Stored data
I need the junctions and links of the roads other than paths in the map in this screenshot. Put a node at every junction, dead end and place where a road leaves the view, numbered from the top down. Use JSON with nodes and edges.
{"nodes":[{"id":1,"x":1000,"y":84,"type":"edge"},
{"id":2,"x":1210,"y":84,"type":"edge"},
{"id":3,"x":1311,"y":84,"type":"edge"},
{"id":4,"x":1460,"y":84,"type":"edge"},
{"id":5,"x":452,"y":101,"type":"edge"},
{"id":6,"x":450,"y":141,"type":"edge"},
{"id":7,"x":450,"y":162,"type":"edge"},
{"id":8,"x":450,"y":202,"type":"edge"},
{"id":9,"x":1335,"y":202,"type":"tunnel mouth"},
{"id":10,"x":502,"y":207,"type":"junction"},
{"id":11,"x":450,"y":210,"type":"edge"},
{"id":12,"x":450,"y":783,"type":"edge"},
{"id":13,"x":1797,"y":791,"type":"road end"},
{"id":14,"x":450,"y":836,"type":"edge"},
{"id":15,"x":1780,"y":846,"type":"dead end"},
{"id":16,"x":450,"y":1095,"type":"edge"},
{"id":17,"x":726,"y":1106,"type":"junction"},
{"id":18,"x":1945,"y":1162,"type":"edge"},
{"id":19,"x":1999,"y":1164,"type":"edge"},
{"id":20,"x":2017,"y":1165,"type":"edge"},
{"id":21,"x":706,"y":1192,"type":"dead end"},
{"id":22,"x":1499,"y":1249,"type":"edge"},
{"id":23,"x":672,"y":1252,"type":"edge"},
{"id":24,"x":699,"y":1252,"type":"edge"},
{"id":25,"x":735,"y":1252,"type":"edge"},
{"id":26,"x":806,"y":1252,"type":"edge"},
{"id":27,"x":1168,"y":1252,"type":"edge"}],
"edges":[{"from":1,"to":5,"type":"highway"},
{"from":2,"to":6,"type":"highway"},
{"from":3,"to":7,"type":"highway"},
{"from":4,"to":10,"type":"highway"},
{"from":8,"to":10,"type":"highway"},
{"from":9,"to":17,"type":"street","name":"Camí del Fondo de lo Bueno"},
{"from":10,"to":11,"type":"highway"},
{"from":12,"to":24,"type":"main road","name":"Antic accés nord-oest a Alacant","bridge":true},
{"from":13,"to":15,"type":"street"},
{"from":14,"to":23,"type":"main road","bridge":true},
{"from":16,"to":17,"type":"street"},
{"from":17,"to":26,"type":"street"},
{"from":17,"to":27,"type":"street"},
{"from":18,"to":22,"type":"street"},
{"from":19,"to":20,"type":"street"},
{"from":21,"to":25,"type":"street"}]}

**Work to be completed**
Output the data once more, exactly as given.

**Reply to the exercise**
I need the junctions and links of the roads other than paths in the map in this screenshot. Put a node at every junction, dead end and place where a road leaves the view, numbered from the top down. Use JSON with nodes and edges.
{"nodes":[{"id":1,"x":1000,"y":84,"type":"edge"},
{"id":2,"x":1210,"y":84,"type":"edge"},
{"id":3,"x":1311,"y":84,"type":"edge"},
{"id":4,"x":1460,"y":84,"type":"edge"},
{"id":5,"x":452,"y":101,"type":"edge"},
{"id":6,"x":450,"y":141,"type":"edge"},
{"id":7,"x":450,"y":162,"type":"edge"},
{"id":8,"x":450,"y":202,"type":"edge"},
{"id":9,"x":1335,"y":202,"type":"tunnel mouth"},
{"id":10,"x":502,"y":207,"type":"junction"},
{"id":11,"x":450,"y":210,"type":"edge"},
{"id":12,"x":450,"y":783,"type":"edge"},
{"id":13,"x":1797,"y":791,"type":"road end"},
{"id":14,"x":450,"y":836,"type":"edge"},
{"id":15,"x":1780,"y":846,"type":"dead end"},
{"id":16,"x":450,"y":1095,"type":"edge"},
{"id":17,"x":726,"y":1106,"type":"junction"},
{"id":18,"x":1945,"y":1162,"type":"edge"},
{"id":19,"x":1999,"y":1164,"type":"edge"},
{"id":20,"x":2017,"y":1165,"type":"edge"},
{"id":21,"x":706,"y":1192,"type":"dead end"},
{"id":22,"x":1499,"y":1249,"type":"edge"},
{"id":23,"x":672,"y":1252,"type":"edge"},
{"id":24,"x":699,"y":1252,"type":"edge"},
{"id":25,"x":735,"y":1252,"type":"edge"},
{"id":26,"x":806,"y":1252,"type":"edge"},
{"id":27,"x":1168,"y":1252,"type":"edge"}],
"edges":[{"from":1,"to":5,"type":"highway"},
{"from":2,"to":6,"type":"highway"},
{"from":3,"to":7,"type":"highway"},
{"from":4,"to":10,"type":"highway"},
{"from":8,"to":10,"type":"highway"},
{"from":9,"to":17,"type":"street","name":"Camí del Fondo de lo Bueno"},
{"from":10,"to":11,"type":"highway"},
{"from":12,"to":24,"type":"main road","name":"Antic accés nord-oest a Alacant","bridge":true},
{"from":13,"to":15,"type":"street"},
{"from":14,"to":23,"type":"main road","bridge":true},
{"from":16,"to":17,"type":"street"},
{"from":17,"to":26,"type":"street"},
{"from":17,"to":27,"type":"street"},
{"from":18,"to":22,"type":"street"},
{"from":19,"to":20,"type":"street"},
{"from":21,"to":25,"type":"street"}]}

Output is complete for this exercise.